Department of Human Nutrition and Metabolomics, Pomeranian Medical University in Szczecin, 71-460 Szczecin, Poland.
Department of General Pathology, Pomeranian Medical University in Szczecin, 71-204 Szczecin, Poland.
Int J Mol Sci. 2024 Jun 23;25(13):6883. doi: 10.3390/ijms25136883.

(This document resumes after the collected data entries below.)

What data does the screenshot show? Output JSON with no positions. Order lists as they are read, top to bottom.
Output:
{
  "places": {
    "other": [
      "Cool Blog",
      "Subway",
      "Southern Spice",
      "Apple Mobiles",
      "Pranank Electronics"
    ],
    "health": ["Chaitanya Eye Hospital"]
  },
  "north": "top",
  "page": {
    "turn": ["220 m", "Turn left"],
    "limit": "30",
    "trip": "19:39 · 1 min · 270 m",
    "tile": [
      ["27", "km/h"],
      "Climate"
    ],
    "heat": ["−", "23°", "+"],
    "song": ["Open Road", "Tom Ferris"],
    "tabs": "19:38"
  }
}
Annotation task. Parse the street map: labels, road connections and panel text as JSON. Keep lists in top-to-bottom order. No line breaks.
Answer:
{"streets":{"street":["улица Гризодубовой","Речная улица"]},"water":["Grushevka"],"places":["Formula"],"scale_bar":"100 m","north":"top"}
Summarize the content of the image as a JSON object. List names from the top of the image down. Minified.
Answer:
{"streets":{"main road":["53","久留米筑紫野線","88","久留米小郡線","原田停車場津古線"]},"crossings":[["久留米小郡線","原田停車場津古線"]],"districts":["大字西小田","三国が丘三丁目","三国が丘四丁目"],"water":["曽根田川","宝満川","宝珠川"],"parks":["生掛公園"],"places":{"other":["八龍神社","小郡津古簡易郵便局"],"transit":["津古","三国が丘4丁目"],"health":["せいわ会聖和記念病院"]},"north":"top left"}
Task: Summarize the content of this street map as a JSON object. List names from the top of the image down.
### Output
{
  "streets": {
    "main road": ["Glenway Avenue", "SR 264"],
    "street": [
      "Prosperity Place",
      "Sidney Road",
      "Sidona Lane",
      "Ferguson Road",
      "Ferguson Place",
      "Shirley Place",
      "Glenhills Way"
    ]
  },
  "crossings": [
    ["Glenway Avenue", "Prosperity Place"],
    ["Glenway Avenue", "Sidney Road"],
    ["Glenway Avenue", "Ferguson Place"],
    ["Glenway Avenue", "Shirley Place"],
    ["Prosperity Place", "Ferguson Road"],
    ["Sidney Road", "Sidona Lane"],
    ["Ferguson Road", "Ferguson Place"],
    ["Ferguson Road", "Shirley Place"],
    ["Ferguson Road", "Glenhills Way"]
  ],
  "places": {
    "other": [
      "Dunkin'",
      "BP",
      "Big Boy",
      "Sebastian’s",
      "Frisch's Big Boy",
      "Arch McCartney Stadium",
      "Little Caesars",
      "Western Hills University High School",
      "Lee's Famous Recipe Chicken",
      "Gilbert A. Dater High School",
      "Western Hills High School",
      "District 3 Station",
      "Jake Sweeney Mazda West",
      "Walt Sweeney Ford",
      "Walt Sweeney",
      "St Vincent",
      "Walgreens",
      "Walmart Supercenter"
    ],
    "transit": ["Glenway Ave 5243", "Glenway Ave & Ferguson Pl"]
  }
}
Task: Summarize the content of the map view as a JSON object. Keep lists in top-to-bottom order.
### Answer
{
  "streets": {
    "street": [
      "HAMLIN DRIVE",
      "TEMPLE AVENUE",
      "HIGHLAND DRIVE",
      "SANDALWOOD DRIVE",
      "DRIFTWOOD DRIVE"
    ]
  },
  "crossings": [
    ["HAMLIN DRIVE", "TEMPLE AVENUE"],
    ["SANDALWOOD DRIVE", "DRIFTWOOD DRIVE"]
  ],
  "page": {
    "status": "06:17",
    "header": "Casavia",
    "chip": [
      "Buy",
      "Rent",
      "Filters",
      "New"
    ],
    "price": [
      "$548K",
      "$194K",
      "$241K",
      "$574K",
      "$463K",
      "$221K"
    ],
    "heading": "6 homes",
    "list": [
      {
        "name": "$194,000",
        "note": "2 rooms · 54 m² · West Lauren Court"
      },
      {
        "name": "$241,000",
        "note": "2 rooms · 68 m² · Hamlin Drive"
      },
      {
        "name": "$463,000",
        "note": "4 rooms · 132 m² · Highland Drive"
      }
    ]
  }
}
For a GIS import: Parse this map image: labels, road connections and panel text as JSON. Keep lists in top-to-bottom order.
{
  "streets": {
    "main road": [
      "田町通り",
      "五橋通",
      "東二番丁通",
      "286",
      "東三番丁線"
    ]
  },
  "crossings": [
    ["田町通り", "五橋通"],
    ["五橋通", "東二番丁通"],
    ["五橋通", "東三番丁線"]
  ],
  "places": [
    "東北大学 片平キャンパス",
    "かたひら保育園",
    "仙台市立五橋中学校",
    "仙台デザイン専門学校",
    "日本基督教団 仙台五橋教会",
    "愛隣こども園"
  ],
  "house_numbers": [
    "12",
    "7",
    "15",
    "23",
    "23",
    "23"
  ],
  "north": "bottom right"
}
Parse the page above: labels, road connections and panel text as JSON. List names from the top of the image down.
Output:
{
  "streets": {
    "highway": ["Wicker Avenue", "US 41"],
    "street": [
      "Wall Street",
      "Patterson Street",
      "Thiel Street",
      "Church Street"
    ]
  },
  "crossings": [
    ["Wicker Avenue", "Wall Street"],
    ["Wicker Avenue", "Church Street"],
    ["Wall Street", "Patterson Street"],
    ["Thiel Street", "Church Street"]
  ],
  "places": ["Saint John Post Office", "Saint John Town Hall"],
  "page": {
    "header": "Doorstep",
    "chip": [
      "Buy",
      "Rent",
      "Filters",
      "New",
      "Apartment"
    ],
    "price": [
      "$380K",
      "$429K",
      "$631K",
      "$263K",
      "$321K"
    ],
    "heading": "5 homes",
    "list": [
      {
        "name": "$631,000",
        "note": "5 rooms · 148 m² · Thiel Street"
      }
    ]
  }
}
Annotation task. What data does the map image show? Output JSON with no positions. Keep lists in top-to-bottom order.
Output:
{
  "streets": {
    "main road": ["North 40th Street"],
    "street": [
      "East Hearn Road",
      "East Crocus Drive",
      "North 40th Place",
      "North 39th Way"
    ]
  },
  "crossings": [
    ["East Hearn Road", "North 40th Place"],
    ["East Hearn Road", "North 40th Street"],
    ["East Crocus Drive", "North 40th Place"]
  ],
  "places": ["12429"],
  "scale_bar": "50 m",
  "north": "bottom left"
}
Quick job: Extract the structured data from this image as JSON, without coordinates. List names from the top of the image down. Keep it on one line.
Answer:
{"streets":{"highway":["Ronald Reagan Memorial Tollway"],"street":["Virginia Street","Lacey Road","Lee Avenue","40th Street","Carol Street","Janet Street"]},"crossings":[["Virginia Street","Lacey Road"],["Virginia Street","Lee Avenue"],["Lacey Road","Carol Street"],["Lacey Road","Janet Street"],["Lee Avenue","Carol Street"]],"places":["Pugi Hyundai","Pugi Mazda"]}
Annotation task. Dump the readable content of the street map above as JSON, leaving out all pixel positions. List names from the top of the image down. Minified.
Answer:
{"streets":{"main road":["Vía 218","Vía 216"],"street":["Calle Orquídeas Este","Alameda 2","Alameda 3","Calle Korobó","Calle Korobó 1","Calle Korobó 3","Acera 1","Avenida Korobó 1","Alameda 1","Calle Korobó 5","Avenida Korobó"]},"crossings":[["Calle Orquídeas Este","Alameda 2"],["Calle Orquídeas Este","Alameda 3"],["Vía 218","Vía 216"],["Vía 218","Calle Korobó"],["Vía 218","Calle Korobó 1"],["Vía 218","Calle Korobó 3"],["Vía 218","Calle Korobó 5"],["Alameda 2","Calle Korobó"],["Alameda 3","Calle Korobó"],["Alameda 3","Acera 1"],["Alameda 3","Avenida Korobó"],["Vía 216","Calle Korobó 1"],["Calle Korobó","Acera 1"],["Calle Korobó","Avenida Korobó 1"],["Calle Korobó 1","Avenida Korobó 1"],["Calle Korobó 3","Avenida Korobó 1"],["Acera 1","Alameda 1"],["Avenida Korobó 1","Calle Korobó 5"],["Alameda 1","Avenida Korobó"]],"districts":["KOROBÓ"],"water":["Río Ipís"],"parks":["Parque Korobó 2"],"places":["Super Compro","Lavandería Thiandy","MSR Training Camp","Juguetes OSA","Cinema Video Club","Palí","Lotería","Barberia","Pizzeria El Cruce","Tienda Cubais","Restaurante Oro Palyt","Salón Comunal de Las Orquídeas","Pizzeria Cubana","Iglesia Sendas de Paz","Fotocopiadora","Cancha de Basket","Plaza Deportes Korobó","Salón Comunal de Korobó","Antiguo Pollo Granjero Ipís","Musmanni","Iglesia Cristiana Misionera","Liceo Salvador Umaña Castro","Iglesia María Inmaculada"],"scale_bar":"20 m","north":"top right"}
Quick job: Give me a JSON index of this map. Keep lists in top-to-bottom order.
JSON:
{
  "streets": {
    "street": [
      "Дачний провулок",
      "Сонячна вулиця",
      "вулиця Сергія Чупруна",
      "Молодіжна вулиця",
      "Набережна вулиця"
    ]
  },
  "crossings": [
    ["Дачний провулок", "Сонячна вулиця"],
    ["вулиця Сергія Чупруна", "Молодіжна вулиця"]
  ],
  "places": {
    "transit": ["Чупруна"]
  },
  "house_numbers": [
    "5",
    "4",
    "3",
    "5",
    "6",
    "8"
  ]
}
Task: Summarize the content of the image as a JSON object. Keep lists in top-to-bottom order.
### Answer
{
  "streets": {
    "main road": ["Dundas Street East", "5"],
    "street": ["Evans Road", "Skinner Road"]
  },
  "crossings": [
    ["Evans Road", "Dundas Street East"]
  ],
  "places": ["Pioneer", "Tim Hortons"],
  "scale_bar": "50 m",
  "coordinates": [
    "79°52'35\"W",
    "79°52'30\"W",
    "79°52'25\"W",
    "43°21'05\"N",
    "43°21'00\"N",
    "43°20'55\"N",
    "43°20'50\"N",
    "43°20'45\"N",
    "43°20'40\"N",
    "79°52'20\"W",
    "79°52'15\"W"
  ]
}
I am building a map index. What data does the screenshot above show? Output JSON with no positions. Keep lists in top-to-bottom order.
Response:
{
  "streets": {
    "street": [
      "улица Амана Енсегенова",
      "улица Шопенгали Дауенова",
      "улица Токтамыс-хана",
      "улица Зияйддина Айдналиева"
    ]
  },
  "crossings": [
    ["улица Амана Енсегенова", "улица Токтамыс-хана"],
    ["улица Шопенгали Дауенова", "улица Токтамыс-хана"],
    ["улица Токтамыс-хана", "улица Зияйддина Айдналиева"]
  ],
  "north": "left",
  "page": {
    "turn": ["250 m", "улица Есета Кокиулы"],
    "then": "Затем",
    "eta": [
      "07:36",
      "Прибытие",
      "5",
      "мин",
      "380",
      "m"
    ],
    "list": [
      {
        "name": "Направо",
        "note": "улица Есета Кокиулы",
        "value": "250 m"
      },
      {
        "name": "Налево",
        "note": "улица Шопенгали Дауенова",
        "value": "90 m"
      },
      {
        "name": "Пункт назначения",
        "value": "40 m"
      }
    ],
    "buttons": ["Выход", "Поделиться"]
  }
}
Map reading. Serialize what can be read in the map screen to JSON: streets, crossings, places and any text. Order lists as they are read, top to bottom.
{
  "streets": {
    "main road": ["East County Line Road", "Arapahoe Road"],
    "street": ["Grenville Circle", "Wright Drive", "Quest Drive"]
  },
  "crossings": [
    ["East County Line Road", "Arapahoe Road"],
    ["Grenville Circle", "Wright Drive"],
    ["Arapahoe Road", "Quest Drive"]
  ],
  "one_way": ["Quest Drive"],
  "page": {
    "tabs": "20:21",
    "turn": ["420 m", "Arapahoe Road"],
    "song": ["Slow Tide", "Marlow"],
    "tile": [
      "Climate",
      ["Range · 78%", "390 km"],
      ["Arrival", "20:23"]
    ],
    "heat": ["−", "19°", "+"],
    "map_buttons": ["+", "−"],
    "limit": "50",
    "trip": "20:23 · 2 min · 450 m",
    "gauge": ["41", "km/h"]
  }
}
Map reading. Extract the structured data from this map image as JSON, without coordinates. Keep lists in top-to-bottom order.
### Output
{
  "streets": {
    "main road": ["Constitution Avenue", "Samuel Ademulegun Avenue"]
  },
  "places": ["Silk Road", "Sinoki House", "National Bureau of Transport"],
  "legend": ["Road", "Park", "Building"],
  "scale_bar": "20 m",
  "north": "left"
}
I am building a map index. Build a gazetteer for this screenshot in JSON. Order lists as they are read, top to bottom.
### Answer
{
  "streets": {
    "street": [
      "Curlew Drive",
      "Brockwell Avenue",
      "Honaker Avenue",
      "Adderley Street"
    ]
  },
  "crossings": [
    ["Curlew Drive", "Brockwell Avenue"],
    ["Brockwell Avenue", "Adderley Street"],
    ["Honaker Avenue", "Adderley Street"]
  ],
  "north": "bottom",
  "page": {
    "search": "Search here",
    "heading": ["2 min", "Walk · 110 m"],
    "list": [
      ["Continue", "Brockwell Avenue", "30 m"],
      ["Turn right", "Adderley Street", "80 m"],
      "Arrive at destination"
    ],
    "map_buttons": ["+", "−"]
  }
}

The process of thyroid autoimmunization develops against the background of genetic predispositions associated with class II human leukocyte antigens (HLA-DR), as well as cytotoxic T-lymphocyte-associated protein 4 (CTLA-4), protein tyrosine phosphatase non-receptor type 22 (PTPN22), and forkhead transcription box protein P3 (FOXP3). Environmental factors, such as vitamin D deficiency, Zn, Se, and Mg, as well as infections, chronic stress, pregnancy, smoking, alcohol, medications, intestinal dysbiosis, and malnutrition, also play an important role. The first stage of autoimmunization involves the accumulation of macrophages and dendritic cells, as well as plasma cells. In the second stage, the mutual interactions of individual cells in the immune system lead to a decrease in the level of CD8+ in favor of CD4+, which intensifies the synthesis of T lymphocyte derivatives, especially Th1, Th17, Tfh, and Tc, reducing the level of Treg. Consequently, the number of the anti-inflammatory cytokines IL10 and IL2 decreases, and the synthesis of the pro-inflammatory cytokines IL-2, Il-12, Il-17, IL-21, IL-22, IFN-γ, and TNF-α increases. The latter two especially trigger the pyroptosis process involving the inflammasome. Activation of the inflammasome by IL-β and IL-18 produced by macrophages is one of the mechanisms of pyroptosis in the course of Hashimoto's thyroiditis, involving Gram-negative bacteria and NLRC4. In the next step, the apoptosis of thyroid cells is initiated by the intensification of perforin, granzyme, and proteoglycan synthesis by Tc and NK cells. The current findings raise many possibilities regarding interventions related to the inhibition of pro-inflammatory cytokines and the stimulation of anti-inflammatory cytokines produced by both T and B lymphocytes. Furthermore, since there is currently no effective method for treating thyroid autoimmunity, a summary of the review may provide answers regarding the treatment of not only Hashimoto's thyroiditis, but also other autoimmune diseases associated with autoimmunity.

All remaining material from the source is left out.